▶ _DIRECTIONS_: Work through the data and report how many lines include the string "hand", giving the number alone.

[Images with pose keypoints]
━━━━━━━━

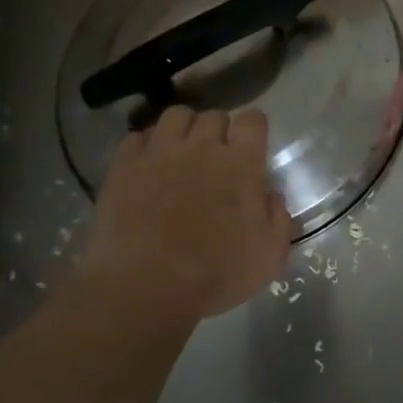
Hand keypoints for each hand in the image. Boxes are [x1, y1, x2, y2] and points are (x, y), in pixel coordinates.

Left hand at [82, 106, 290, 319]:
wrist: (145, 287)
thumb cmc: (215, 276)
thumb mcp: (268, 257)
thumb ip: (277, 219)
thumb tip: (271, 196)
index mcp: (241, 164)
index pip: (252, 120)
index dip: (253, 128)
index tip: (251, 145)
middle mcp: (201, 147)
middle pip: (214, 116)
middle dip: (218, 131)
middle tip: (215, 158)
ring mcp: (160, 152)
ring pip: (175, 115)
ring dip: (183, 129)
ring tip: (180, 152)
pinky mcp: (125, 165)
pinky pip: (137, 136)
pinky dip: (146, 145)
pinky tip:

━━━━━━━━

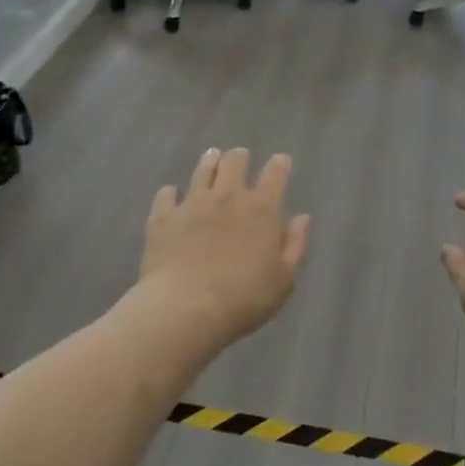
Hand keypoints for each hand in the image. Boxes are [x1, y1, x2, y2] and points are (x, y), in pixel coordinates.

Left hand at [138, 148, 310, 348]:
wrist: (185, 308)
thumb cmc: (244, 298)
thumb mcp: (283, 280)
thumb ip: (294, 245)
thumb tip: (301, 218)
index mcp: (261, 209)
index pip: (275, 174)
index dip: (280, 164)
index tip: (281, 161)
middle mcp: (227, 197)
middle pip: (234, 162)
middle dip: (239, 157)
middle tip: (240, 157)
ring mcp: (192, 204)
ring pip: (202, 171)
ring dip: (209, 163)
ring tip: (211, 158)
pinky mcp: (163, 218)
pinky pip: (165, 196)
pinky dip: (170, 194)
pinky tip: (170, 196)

━━━━━━━━

▶ _SOLUTION TO THE PROBLEM_: 4